Há quem pense que a vida é sobre ser forte o tempo todo, mas a verdade é bem mais simples e bem mais bonita. Fomos construídos para muita coisa, mas sobretudo para curar. Mesmo quando não parece. Mesmo quando dói. Mesmo quando achamos que já não temos mais espaço para remendar nada.
A realidade actual é dura, rápida, barulhenta. Pede respostas que não temos, pede estabilidade quando estamos a tremer por dentro, pede sorrisos quando só queríamos silêncio. Mas, no meio disto tudo, existe algo que ninguém nos tira: a capacidade de voltar a nós. De juntar os pedaços. De recomeçar, mesmo que devagar.

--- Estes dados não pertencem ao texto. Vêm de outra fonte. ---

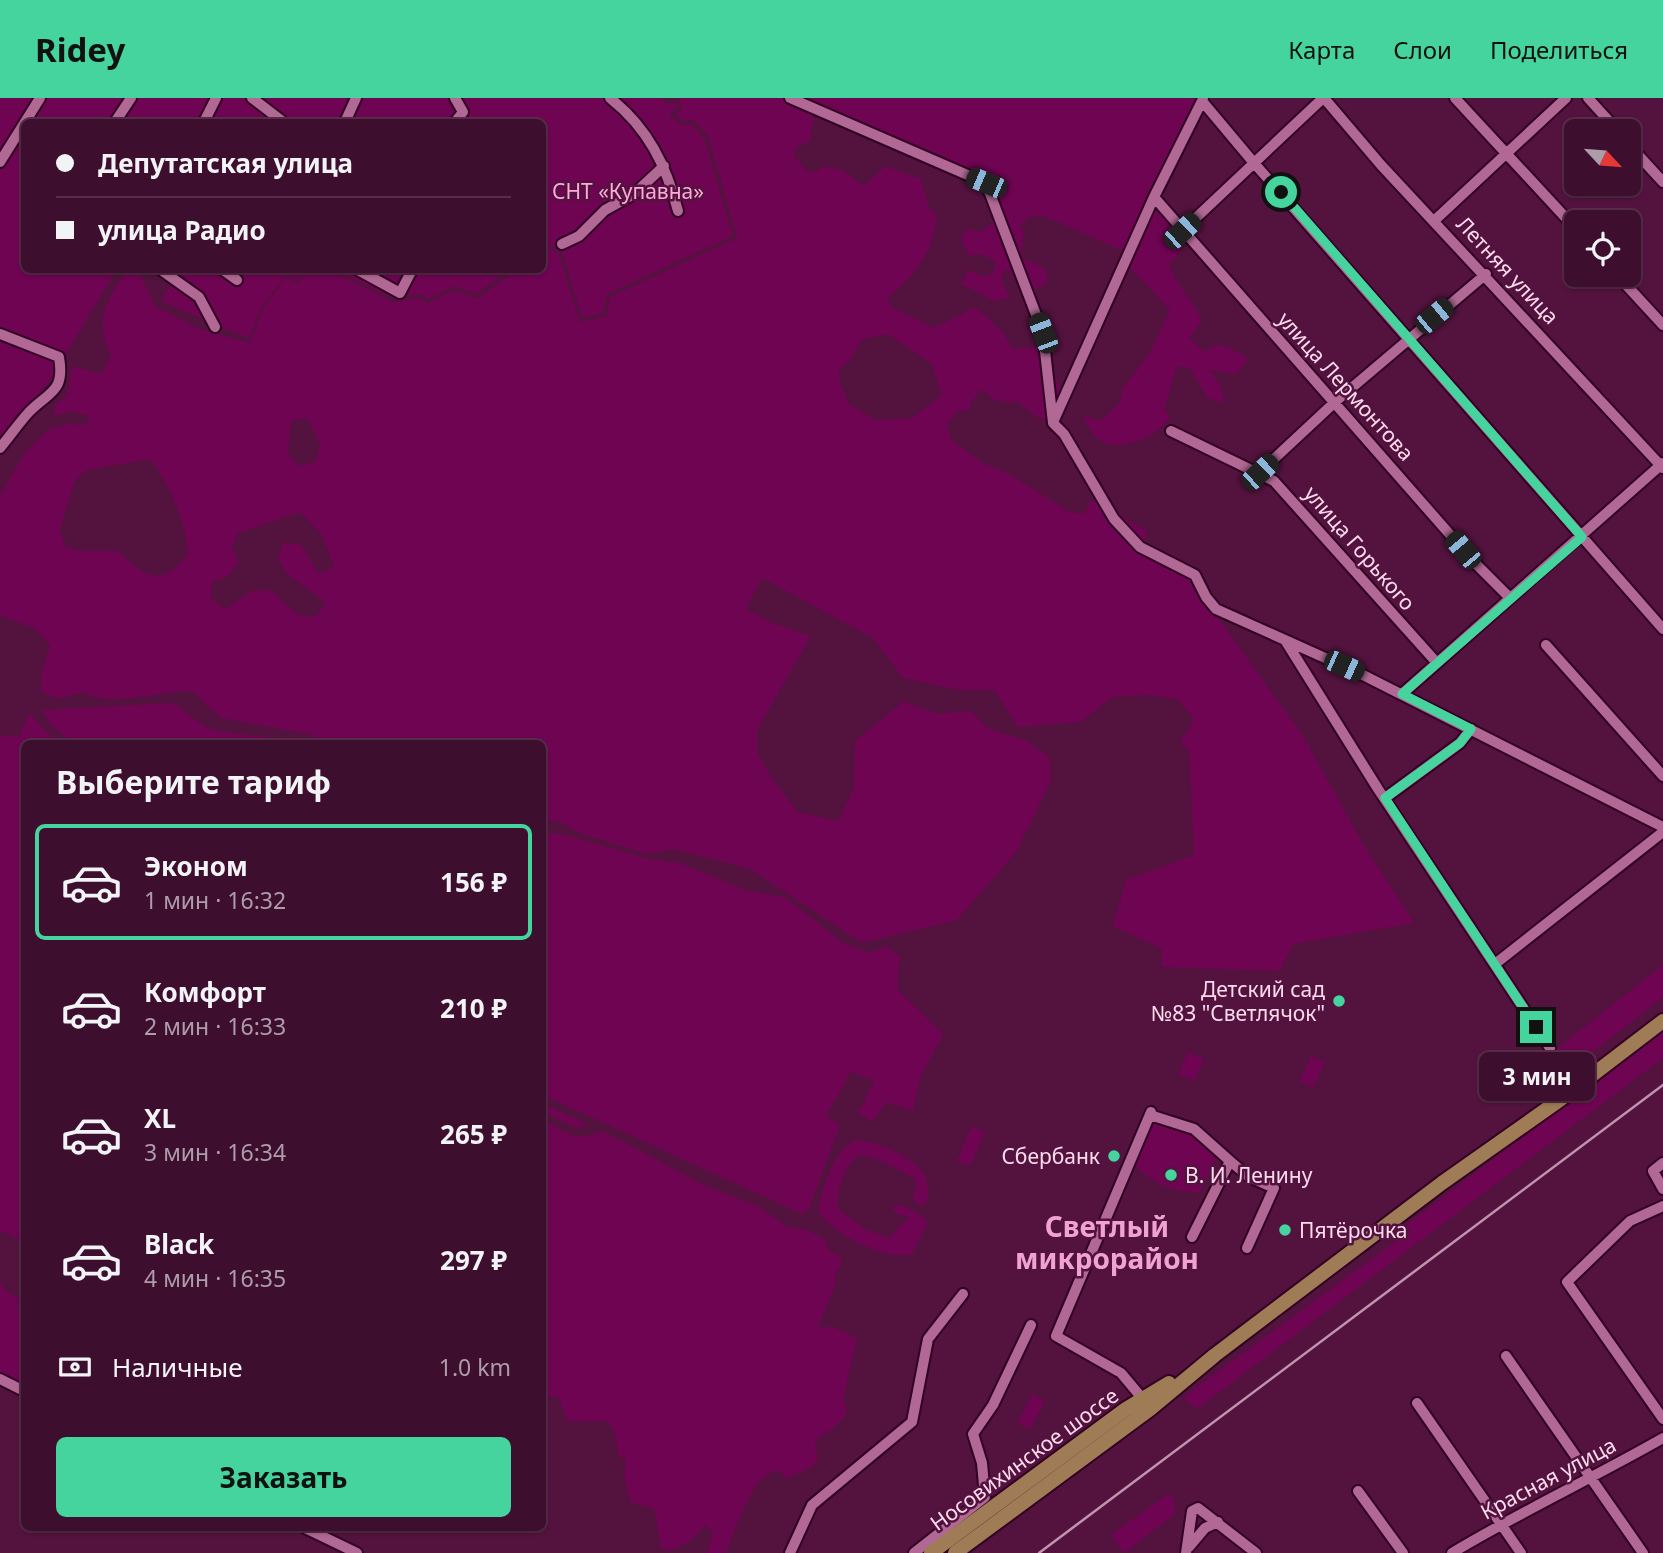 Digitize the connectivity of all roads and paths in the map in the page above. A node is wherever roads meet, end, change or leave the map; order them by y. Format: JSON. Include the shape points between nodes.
{"nodes":[{"id":1,"x":40,"y":98,"type":"edge"},
{"id":2,"x":131,"y":98,"type":"edge"},
{"id":3,"x":216,"y":98,"type":"edge"},
{"id":4,"x":252,"y":98,"type":"edge"},
{"id":5,"x":356,"y":98,"type":"edge"},
{"id":6,"x":455,"y":98,"type":"edge"},
{"id":7,"x":610,"y":98,"type":"edge"},
{"id":8,"x":790,"y":98,"type":"edge"},
{"id":9,"x":1324,"y":98,"type":"edge"},
{"id":10,"x":1455,"y":98,"type":"edge"},
{"id":11,"x":1566,"y":98,"type":"edge"},
{"id":12,"x":1588,"y":98,"type":"edge"},
{"id":13,"x":1203,"y":100,"type":"edge"},
{"id":14,"x":27,"y":119,"type":"edge"},
{"id":15,"x":117,"y":119,"type":"edge"},
{"id":16,"x":206,"y":119,"type":"edge"},
{"id":17,"x":279,"y":119,"type":"edge"},
{"id":18,"x":346,"y":119,"type":"edge"},
{"id":19,"x":457,"y":119,"type":"edge"},
{"id":20,"x":1607,"y":119,"type":"edge"},
{"id":21,"x":21,"y":128,"type":"edge"},
{"id":22,"x":1506,"y":153,"type":"junction"},
{"id":23,"x":1642,"y":159,"type":"edge"},
{"id":24,"x":0,"y":162,"type":"edge"},
{"id":25,"x":1254,"y":163,"type":"junction"},
{"id":26,"x":664,"y":166,"type":"junction"},
{"id":27,"x":1663,"y":182,"type":"edge"},
{"id":28,"x":1154,"y":197,"type":"junction"},
{"id":29,"x":678,"y":211,"type":"dead end"},
{"id":30,"x":1564,"y":216,"type":"edge"},
{"id":31,"x":1435,"y":220,"type":"junction"},
{"id":32,"x":1182,"y":231,"type":"junction"},
{"id":33,"x":562,"y":244,"type":"dead end"},
{"id":34,"x":165,"y":273,"type":"edge"},
{"id":35,"x":227,"y":273,"type":"edge"},
{"id":36,"x":363,"y":273,"type":"edge"},
{"id":37,"x":410,"y":273,"type":"edge"},
{"id":38,"x":1486,"y":274,"type":"junction"},
{"id":39,"x":237,"y":280,"type":"dead end"},
{"id":40,"x":1628,"y":287,"type":"edge"},
{"id":41,"x":1663,"y":325,"type":"edge"},
{"id":42,"x":215,"y":327,"type":"dead end"},
{"id":43,"x":0,"y":334,"type":"edge"},
{"id":44,"x":1408,"y":339,"type":"junction"},
{"id":45,"x":1335,"y":402,"type":"junction"},
{"id":46,"x":1053,"y":423,"type":"junction"},
{"id":47,"x":1171,"y":431,"type":"dead end"},
{"id":48,"x":0,"y":448,"type":"edge"},
{"id":49,"x":1662,"y":465,"type":"edge"},
{"id":50,"x":1260,"y":472,"type":"junction"},
{"id":51,"x":1582,"y":537,"type":"junction"},
{"id":52,"x":1510,"y":598,"type":"junction"},
{"id":53,"x":1663,"y":629,"type":"edge"},
{"id":54,"x":1285,"y":640,"type":"junction"},
{"id":55,"x":1546,"y":645,"type":"dead end"},
{"id":56,"x":1437,"y":663,"type":"junction"},
{"id":57,"x":1402,"y":694,"type":"junction"},
{"id":58,"x":1471,"y":729,"type":"junction"},
{"id":59,"x":1663,"y":776,"type":"edge"},
{"id":60,"x":1385,"y":798,"type":"junction"},
{"id":61,"x":1663,"y":829,"type":"edge"},
{"id":62,"x":1494,"y":964,"type":"junction"},
{"id":63,"x":1663,"y":1021,"type":"edge"},
{"id":64,"x":1550,"y":1048,"type":"dead end"},
{"id":65,"x":1230,"y":1161,"type":"junction"},
{"id":66,"x":1663,"y":1163,"type":"edge"},
{"id":67,"x":1663,"y":1189,"type":"edge"},
{"id":68,"x":1663,"y":1206,"type":"edge"},
{"id":69,"x":1192,"y":1237,"type":"dead end"},
{"id":70,"x":1247,"y":1248,"type":"dead end"},
{"id":71,"x":963,"y":1294,"type":"dead end"},
{"id":72,"x":1031,"y":1325,"type":"dead end"},
{"id":73,"x":1506,"y":1356,"type":"dead end"},
{"id":74,"x":0,"y":1379,"type":"edge"},
{"id":75,"x":21,"y":1390,"type":"edge"},
{"id":76,"x":1417,"y":1403,"type":"dead end"},
{"id":77,"x":1146,"y":1404,"type":"junction"},
{"id":78,"x":1663,"y":1419,"type":"edge"},
{"id":79,"x":1663,"y":1438,"type":"edge"},
{"id":80,"x":1591,"y":1479,"type":"junction"},
{"id":81,"x":1358,"y":1491,"type":"dead end"},
{"id":82,"x":1218,"y":1522,"type":"junction"},
{"id":83,"x":1500,"y":1524,"type":"junction"},
{"id":84,"x":311,"y":1531,"type":"edge"},
{"id":85,"x":357,"y":1553,"type":"edge"},
{"id":86,"x":790,"y":1553,"type":"edge"},
{"id":87,"x":914,"y":1553,"type":"edge"},
{"id":88,"x":931,"y":1553,"type":"edge"},
{"id":89,"x":955,"y":1553,"type":"edge"},
{"id":90,"x":1187,"y":1553,"type":"edge"},
{"id":91,"x":1256,"y":1553,"type":"edge"},
{"id":92,"x":1403,"y":1553,"type":"edge"},
{"id":93,"x":1451,"y":1553,"type":"edge"},
{"id":94,"x":1521,"y":1553,"type":"edge"},
{"id":95,"x":1643,"y":1553,"type":"edge"}],
"edges":[{"from":1,"to":14,"type":"street"},
{"from":2,"to":15,"type":"street"},
{"from":3,"to":16,"type":"street"},
{"from":4,"to":17,"type":"street"},
{"from":5,"to":18,"type":"street"},
{"from":6,"to":19,"type":"street","via":[[463,112]]},
{"from":7,"to":26,"type":"street","via":[[648,136]]},
{"from":8,"to":46,"type":"street","via":[[986,183],[1043,333]]},
{"from":9,"to":25,"type":"street"},
{"from":9,"to":31,"type":"street","name":"Летняя улица"},
{"from":10,"to":22,"type":"street"},
{"from":11,"to":22,"type":"street"},
{"from":12,"to":20,"type":"street"},
{"from":13,"to":25,"type":"street"},
{"from":13,"to":28,"type":"street"},
{"from":21,"to":24,"type":"street"},
{"from":22,"to":30,"type":"street"},
{"from":22,"to":31,"type":"street"},
{"from":23,"to":27,"type":"street"},
{"from":25,"to":32,"type":"street"},
{"from":25,"to":44,"type":"street"},
{"from":26,"to":29,"type":"street"},
{"from":26,"to":33,"type":"street","via":[[634,194],[604,209],[579,236]]},
{"from":28,"to":32,"type":"street","name":"улица Лермонтова"},
{"from":28,"to":46,"type":"street"},
{"from":31,"to":38,"type":"street","name":"Летняя улица"},
{"from":32,"to":45,"type":"street","name":"улица Лермонтова"},
{"from":34,"to":42,"type":"street","via":[[195,293]]},
{"from":35,"to":39,"type":"street"},
{"from":36,"to":37,"type":"street","via":[[400,293]]},
{"from":38,"to":44,"type":"street"},
{"from":38,"to":49,"type":"street","name":"Летняя улица"},
{"from":40,"to":41,"type":"street"},
{"from":43,"to":48,"type":"street","via":[[59,357],[62,375],[50,397],[31,411]]},
{"from":44,"to":45,"type":"street"},
{"from":44,"to":51,"type":"street"},
{"from":45,"to":50,"type":"street"},
{"from":45,"to":52,"type":"street","name":"улица Лермонтова"},
{"from":46,"to":54,"type":"street","via":[[1114,519],[1140,547],[1195,575],[1216,609]]},
{"from":47,"to":50,"type":"street","name":"улица Горького"},
{"from":49,"to":51,"type":"street"},
{"from":50,"to":56,"type":"street","name":"улица Горького","via":[[1286,492]]},
{"from":51,"to":52,"type":"street"},
{"from":51,"to":53,"type":"street"},
{"from":52,"to":56,"type":"street"},
{"from":54,"to":57,"type":"street"},
{"from":54,"to":60,"type":"street"},
{"from":55,"to":59,"type":"street"},
{"from":56,"to":57,"type":"street"},
{"from":57,"to":58,"type":"street"},
{"from":58,"to":60,"type":"street","via":[[1460,743]]},
{"from":58,"to":61,"type":"street"},
{"from":60,"to":62,"type":"street"},
{"from":61,"to":62,"type":"street"},
{"from":62,"to":64,"type":"street"},
{"from":63,"to":77,"type":"main road","name":"Носовихинское шоссе"},
{"from":65,"to":69,"type":"street"},
{"from":65,"to":70,"type":"street","via":[[1249,1177],[1274,1188]]},
{"from":65,"to":77,"type":"street","via":[[1194,1129],[1151,1114],[1056,1336],[1121,1373]]},
{"from":66,"to":67,"type":"street","via":[[1653,1171]]},
{"from":68,"to":78,"type":"street","via":[[1630,1221],[1567,1282]]},
{"from":71,"to":86,"type":"street","via":[[928,1339],[912,1422],[812,1506]]},
{"from":72,"to":87,"type":"street","via":[[993,1405],[973,1434],[985,1497]]},
{"from":73,"to":80,"type":"street"},
{"from":74,"to":75,"type":"street"},
{"from":76,"to":83,"type":"street"},
{"from":77,"to":88,"type":"main road","name":"Носовихинское шоссе"},
{"from":77,"to":89,"type":"main road","name":"Носовихинское шоссе"},
{"from":79,"to":80,"type":"street","name":"Красная улица"},
{"from":80,"to":83,"type":"street","name":"Красная улица"},
{"from":80,"to":95,"type":"street"},
{"from":81,"to":92,"type":"street"},
{"from":82,"to":90,"type":"street","via":[[1199,1532]]},
{"from":82,"to":90,"type":"street","via":[[1197,1510]]},
{"from":82,"to":91,"type":"street"},
{"from":83,"to":93,"type":"street","name":"Красная улица"},
{"from":83,"to":94,"type":"street"},
{"from":84,"to":85,"type":"street"}]}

Curar não é esquecer. Não é fingir. Não é apagar o que aconteceu. Curar é olhar para dentro sem medo do que vamos encontrar. É aceitar que há partes de nós que ainda estão a aprender a respirar. É perceber que não precisamos de estar sempre inteiros para sermos suficientes.
E o mais bonito? A cura não acontece num grande momento cinematográfico. Acontece nos detalhes. No dia em que finalmente dormes melhor. No pensamento que já não dói tanto. Na conversa que te devolve um bocadinho de fé. No abraço que te lembra que não estás sozinho. Na coragem de admitir que ainda estás a caminho.
Somos feitos de quedas, mas também de voltas por cima. Somos feitos de feridas, mas também de pele nova. Somos feitos de medo, mas também de força.
No fundo, fomos construídos para isto: para sentir, para aprender, para partir, para voltar… e, acima de tudo, para curar.